(Stored data)
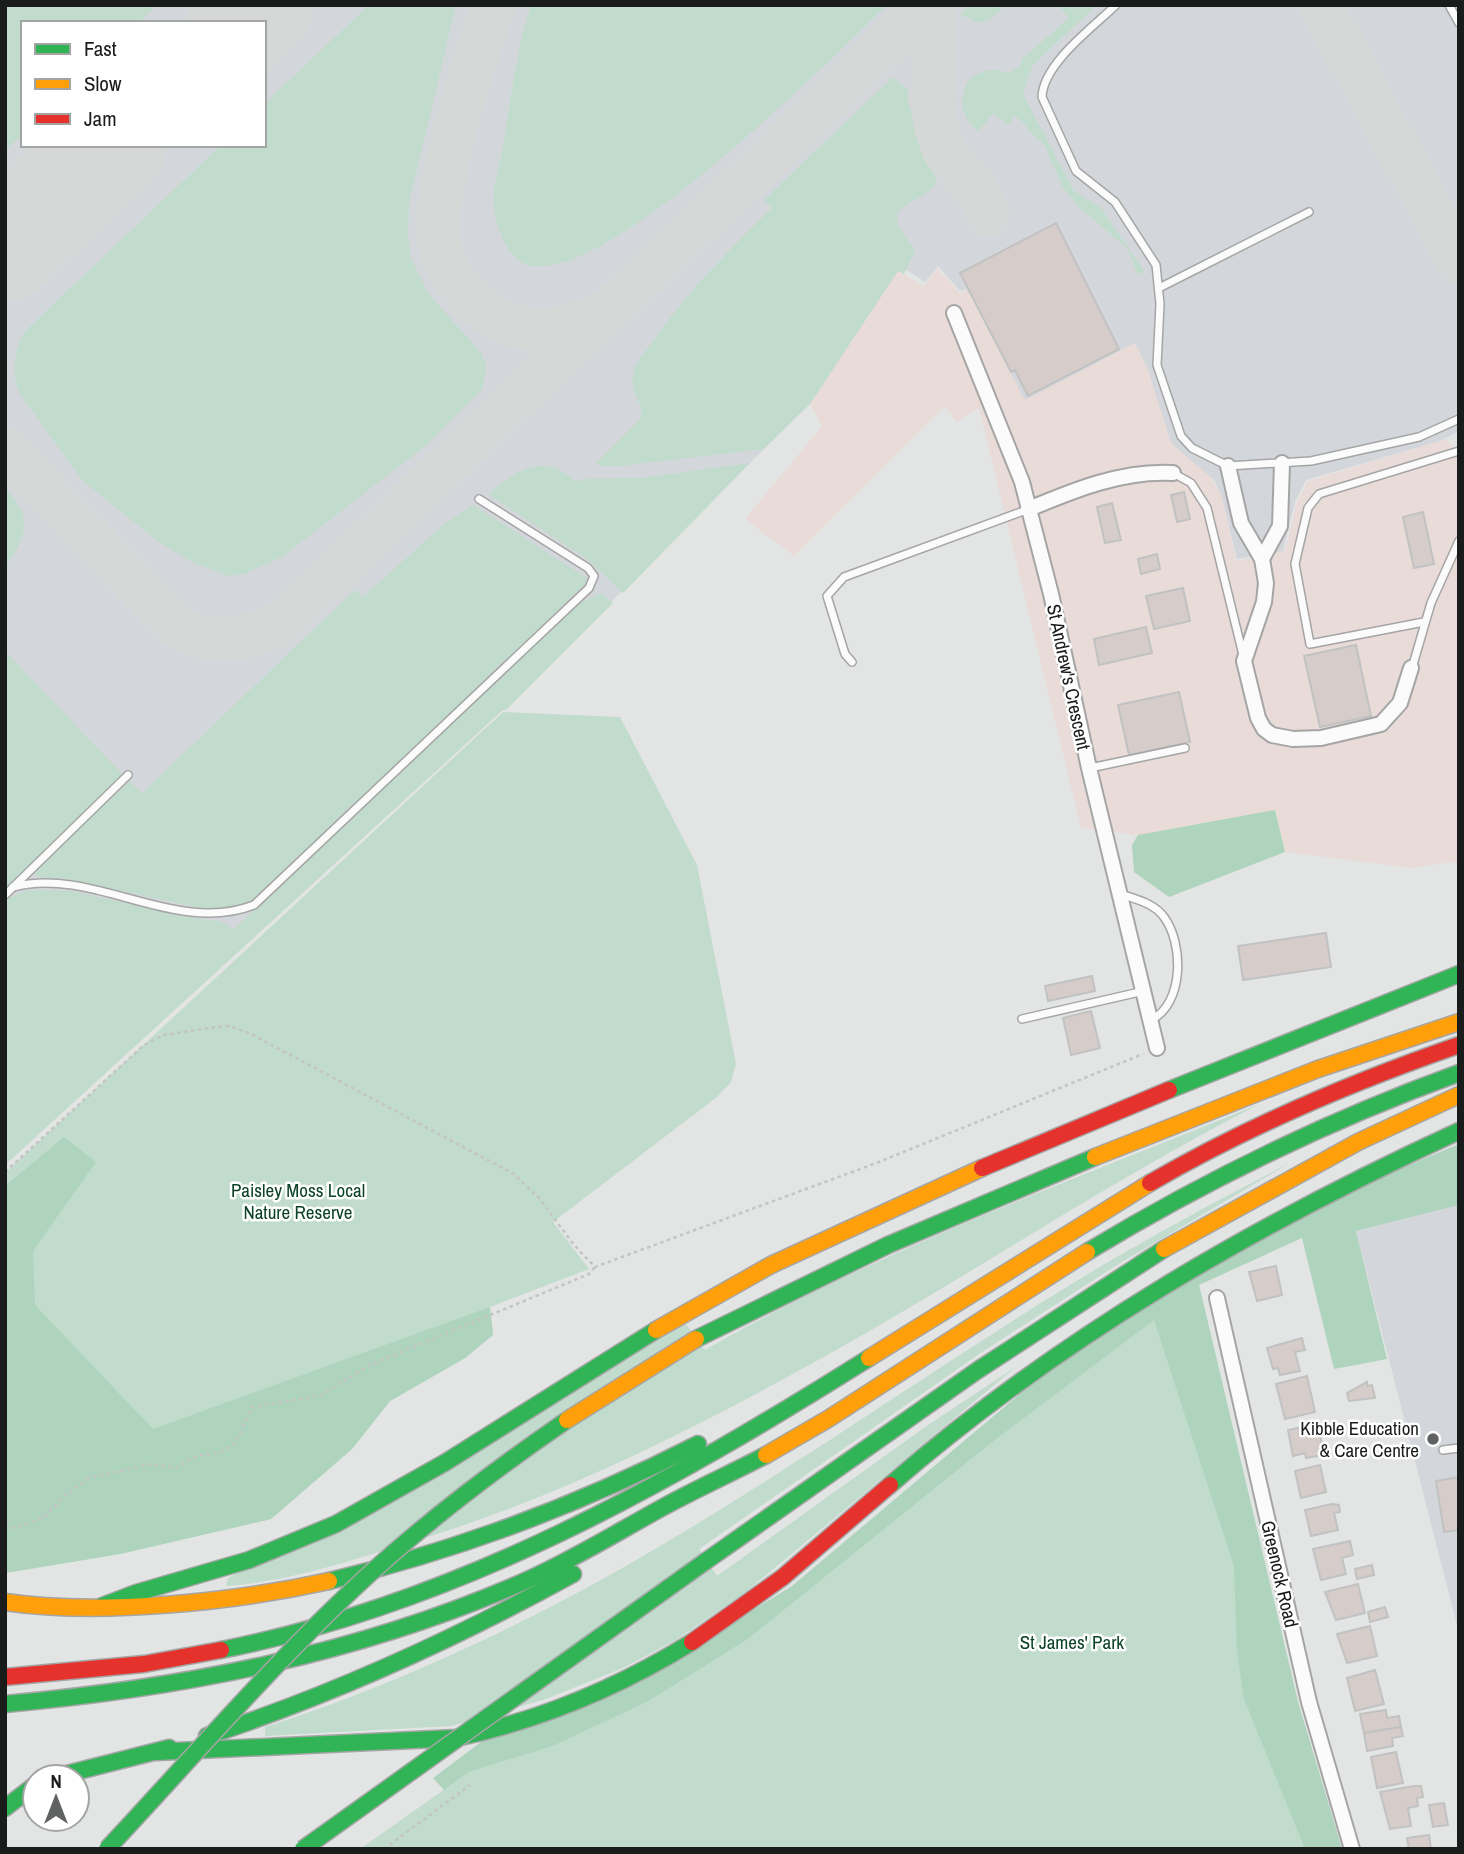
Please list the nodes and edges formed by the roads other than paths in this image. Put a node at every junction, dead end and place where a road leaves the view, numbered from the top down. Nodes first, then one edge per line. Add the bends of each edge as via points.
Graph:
1 (1116, 5) edge
2 (1449, 5) edge
3 (1459, 23) edge
4 (1309, 212) dead end
5 (1159, 288) junction
6 (954, 313) dead end
7 (1459, 419) edge
8 (1459, 451) edge
9 (1282, 463) junction
10 (1228, 466) junction
11 (1173, 473) joint
12 (479, 499) dead end
13 (1029, 509) junction
14 (1459, 541) edge
15 (1262, 559) junction
16 (1424, 622) junction
17 (1244, 661) junction
18 (852, 663) dead end
19 (1411, 668) joint
20 (1185, 748) dead end
21 (1089, 768) junction
22 (128, 775) dead end
23 (13, 887) junction
24 (1121, 894) junction
25 (5, 895) edge
26 (1459, 975) edge
27 (1144, 990) junction
28 (1022, 1019) dead end
29 (1151, 1020) junction
30 (1459, 1022) edge
31 (1459, 1045) edge
32 (1157, 1048) road end
33 (1459, 1073) edge
34 (1459, 1095) edge
35 (1459, 1131) edge
36 (996, 1278) junction
37 (1217, 1298) dead end
38 (802, 1434) junction
39 (1459, 1448) edge
40 (1443, 1450) dead end
41 (5, 1602) edge
42 (102, 1606) junction
43 (5, 1677) edge
44 (5, 1704) edge
45 (156, 1752) junction
46 (91, 1768) edge
47 (21, 1796) edge
48 (5, 1808) edge
49 (107, 1849) edge
50 (303, 1849) edge
51 (1352, 1849) edge

1 - 5 lane via 1050,69 1042,97 1076,171 1115,202 1156,265
2 - 3 lane
4 - 5 lane
5 - 10 lane via 1157,365 1181,436 1200,454
6 - 13 street, St Andrew's Crescent
7 - 9 lane via 1419,437 1376,448
8 - 16 lane via 1318,494 1308,508 1294,564 1310,644
9 - 10 lane
9 - 15 street via 1280,526
10 - 15 street via 1241,523
11 - 13 street via 1124,476
11 - 17 lane via 1191,483 1207,508
12 - 23 lane via 588,568 594,576 589,588 254,905 228,914 199,915 72,886 38,883
13 - 18 lane via 844,577 827,596
13 - 21 street, St Andrew's Crescent
14 - 16 lane
15 - 17 street via 1264,602
16 - 19 lane
17 - 19 street via 1264,729 1293,739 1321,738 1381,724 1400,703
20 - 21 lane
21 - 24 street, St Andrew's Crescent
22 - 23 lane
23 - 25 lane
24 - 27 street, St Andrew's Crescent
24 - 29 lane via 1151,904 1165,917 1177,950 1169,1006
26 - 42 highway via 1157,1095 839,1233 700,1304 335,1525 237,1564 133,1591
27 - 28 lane
27 - 29 street, St Andrew's Crescent
29 - 32 street, St Andrew's Crescent
30 - 49 highway, bridge via 1230,1102 901,1237 806,1281 626,1380 529,1446 373,1571
31 - 36 highway via 1317,1099 1165,1174
33 - 38 highway via 1351,1114 1178,1199
34 - 50 highway, bridge via 1297,1174 995,1357
35 - 45 highway via 1291,1212 1129,1306 978,1413 782,1578 640,1673 575,1706 456,1738
36 - 42 highway via 692,1448 526,1522 413,1559 313,1584 215,1600
36 - 43 highway via 810,1397 606,1513 416,1596 259,1642 163,1661
37 - 51 street, Greenock Road via 1309,1702
38 - 44 highway via 524,1582 344,1648 132,1693
38 - 45 highway via 677,1515 435,1646 288,1709
39 - 40 lane
41 - 42 highway
45 - 46 highway
47 - 48 highway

■ Assigned task
For every line of the data above that contains "Andrew", copy that line.

■ Exercise answer
6 - 13 street, St Andrew's Crescent
13 - 21 street, St Andrew's Crescent
21 - 24 street, St Andrew's Crescent
24 - 27 street, St Andrew's Crescent
27 - 29 street, St Andrew's Crescent
29 - 32 street, St Andrew's Crescent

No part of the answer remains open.